McLaren, more than any other team, were guilty of shooting themselves in the foot in 2012 and know they must cut out the mistakes if they are to turn consistent race victories into World Championships again.
For the first time since 2006 they begin that quest without the driver who claimed their last world title five years ago, and who many consider the fastest in F1, Lewis Hamilton.
The British star, a protégé of the team for more than a decade, departed for a new challenge at Mercedes over the winter after a contract saga that dominated much of last season and which still some believe leaves McLaren licking their wounds and with a massive hole to fill.
Young hotshot Sergio Perez is the man appointed to try and fill that Hamilton-shaped void but with the Mexican still to prove himself at the highest level, the responsibility of leading the team's championship push in 2013, on pre-season paper at least, rests squarely on Jenson Button's shoulders, who for the first time is the effective team leader at Woking.
Seven wins, eight poles and arguably the fastest car in the whole field were still not enough for McLaren to deny Red Bull another championship clean sweep in 2012 as first operational, and then reliability, problems meant stacks of points were washed down the drain. To compound the frustration, even old foes Ferrari snuck in late in the season to relegate McLaren to third place in the Constructors' Championship.
With such an illustrious championship-winning pedigree, second, let alone third, is never considered good enough for an outfit that defines itself by an 'unswerving commitment to excellence'.
The modern incarnation of McLaren - which can be traced back to company Chairman Ron Dennis's 1981 takeover of a team that had already won one contructors' and two drivers' titles - has been built on a diet of consistent success.
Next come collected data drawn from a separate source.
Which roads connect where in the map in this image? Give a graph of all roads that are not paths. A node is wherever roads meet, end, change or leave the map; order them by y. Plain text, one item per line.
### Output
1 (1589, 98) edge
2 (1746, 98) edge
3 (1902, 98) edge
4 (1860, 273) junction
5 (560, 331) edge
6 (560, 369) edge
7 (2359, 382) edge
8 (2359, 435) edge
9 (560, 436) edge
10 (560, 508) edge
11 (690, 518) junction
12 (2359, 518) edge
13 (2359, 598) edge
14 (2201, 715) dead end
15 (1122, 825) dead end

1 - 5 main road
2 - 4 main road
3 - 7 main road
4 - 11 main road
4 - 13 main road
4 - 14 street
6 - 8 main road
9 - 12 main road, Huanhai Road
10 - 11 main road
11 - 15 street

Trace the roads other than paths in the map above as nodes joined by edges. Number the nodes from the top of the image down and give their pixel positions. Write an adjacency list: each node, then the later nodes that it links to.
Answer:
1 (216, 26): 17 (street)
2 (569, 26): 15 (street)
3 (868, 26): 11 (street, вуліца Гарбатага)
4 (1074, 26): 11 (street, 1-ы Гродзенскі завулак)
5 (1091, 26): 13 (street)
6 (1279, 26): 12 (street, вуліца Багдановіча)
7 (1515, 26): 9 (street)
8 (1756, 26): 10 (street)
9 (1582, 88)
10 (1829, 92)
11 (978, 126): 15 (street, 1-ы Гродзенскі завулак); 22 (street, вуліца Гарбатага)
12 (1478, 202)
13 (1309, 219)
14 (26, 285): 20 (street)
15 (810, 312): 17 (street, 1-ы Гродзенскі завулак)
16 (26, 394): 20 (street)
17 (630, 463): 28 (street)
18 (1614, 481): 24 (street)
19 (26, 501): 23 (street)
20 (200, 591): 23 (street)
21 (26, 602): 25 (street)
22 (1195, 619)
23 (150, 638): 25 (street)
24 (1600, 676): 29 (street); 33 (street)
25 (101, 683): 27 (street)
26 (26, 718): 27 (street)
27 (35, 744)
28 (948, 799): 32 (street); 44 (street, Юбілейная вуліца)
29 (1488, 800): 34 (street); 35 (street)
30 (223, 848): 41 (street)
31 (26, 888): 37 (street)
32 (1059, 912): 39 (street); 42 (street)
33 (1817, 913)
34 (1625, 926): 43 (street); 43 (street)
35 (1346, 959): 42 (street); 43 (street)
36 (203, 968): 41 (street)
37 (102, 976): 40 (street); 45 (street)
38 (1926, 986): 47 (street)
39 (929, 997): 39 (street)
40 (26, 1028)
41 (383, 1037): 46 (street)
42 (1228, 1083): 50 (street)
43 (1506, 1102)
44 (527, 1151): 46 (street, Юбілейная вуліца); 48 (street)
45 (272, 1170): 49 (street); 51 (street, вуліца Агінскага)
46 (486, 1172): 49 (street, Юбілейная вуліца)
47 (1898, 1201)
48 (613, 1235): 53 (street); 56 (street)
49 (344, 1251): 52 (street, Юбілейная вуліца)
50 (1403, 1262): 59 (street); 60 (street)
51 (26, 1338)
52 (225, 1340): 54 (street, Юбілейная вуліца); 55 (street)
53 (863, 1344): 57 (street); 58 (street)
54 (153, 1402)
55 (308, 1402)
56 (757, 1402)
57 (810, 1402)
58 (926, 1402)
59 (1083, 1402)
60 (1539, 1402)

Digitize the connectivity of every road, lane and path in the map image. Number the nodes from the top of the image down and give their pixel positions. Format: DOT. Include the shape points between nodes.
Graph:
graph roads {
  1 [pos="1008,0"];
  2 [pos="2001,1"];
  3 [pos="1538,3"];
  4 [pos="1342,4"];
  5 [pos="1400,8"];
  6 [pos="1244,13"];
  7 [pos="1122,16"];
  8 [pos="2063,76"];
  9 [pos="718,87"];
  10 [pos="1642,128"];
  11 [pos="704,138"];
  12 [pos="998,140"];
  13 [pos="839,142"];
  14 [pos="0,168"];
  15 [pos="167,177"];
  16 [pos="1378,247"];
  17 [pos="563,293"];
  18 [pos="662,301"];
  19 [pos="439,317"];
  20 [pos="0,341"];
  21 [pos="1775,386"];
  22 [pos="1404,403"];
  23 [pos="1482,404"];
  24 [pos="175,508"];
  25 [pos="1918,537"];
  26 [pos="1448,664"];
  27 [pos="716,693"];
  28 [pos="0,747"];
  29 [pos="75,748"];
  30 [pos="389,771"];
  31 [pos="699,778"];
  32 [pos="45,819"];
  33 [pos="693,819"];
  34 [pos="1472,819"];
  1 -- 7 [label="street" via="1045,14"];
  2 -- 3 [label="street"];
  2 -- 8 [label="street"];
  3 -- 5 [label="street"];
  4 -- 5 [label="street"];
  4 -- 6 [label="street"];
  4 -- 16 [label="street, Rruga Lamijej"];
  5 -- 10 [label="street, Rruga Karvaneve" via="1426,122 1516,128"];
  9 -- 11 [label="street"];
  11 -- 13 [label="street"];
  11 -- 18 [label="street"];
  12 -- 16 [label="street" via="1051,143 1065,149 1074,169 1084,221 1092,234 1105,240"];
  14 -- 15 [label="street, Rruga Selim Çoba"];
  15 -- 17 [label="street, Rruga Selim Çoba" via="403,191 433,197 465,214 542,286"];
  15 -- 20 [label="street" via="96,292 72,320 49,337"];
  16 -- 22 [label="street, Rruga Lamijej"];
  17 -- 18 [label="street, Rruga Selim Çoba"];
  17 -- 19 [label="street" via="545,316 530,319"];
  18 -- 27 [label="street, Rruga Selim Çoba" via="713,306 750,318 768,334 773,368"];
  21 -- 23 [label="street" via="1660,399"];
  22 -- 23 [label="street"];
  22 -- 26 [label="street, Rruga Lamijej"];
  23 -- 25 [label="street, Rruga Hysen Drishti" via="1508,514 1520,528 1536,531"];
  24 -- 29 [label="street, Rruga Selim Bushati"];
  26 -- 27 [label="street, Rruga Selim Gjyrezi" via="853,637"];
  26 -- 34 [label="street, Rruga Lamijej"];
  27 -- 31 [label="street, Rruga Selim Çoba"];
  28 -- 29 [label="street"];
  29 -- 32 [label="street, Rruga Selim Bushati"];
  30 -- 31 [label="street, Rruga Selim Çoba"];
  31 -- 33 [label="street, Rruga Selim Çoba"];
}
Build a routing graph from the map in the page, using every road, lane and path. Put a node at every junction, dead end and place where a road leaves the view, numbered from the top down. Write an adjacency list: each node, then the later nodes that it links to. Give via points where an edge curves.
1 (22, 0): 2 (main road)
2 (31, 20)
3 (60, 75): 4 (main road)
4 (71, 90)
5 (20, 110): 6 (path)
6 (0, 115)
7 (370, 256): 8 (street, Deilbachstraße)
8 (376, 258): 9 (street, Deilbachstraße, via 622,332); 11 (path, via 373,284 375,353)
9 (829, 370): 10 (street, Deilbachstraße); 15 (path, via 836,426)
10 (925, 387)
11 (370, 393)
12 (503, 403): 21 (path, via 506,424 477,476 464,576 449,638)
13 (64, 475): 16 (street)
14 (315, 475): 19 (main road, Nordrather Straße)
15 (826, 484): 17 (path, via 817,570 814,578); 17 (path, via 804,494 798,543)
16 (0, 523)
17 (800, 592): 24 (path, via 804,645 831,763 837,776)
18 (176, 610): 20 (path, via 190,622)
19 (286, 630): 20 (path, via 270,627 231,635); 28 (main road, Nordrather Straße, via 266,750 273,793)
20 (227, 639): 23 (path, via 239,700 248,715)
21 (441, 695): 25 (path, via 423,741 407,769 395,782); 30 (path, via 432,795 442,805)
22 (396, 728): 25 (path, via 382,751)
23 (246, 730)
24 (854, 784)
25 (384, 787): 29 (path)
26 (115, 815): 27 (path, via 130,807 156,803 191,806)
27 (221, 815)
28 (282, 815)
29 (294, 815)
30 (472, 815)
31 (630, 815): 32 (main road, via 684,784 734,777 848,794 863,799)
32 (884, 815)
The team sit behind only Ferrari in terms of race victories (182) and pole positions (155) in F1. Much of their success came during the squad's golden era between 1984 and 1991 when they plundered seven Drivers' and six Constructors' Championships with all-time F1 greats Ayrton Senna, Alain Prost and Niki Lauda.
After a relatively fallow period in the mid-1990s, the Woking outfit struck back with Mercedes power and Mika Hakkinen in 1998-99 and on the whole have rarely been out of the top positions since the turn of the century.
Yet, amazingly, despite achieving more than 50 further race victories, just one world title has returned to Woking since - Hamilton's ultimate last-gasp title success in 2008.
That's a statistic - particularly the now 14-year constructors' title drought - that looms large over everyone at McLaren's space-age Technology Centre and one they know has to change as quickly as possible.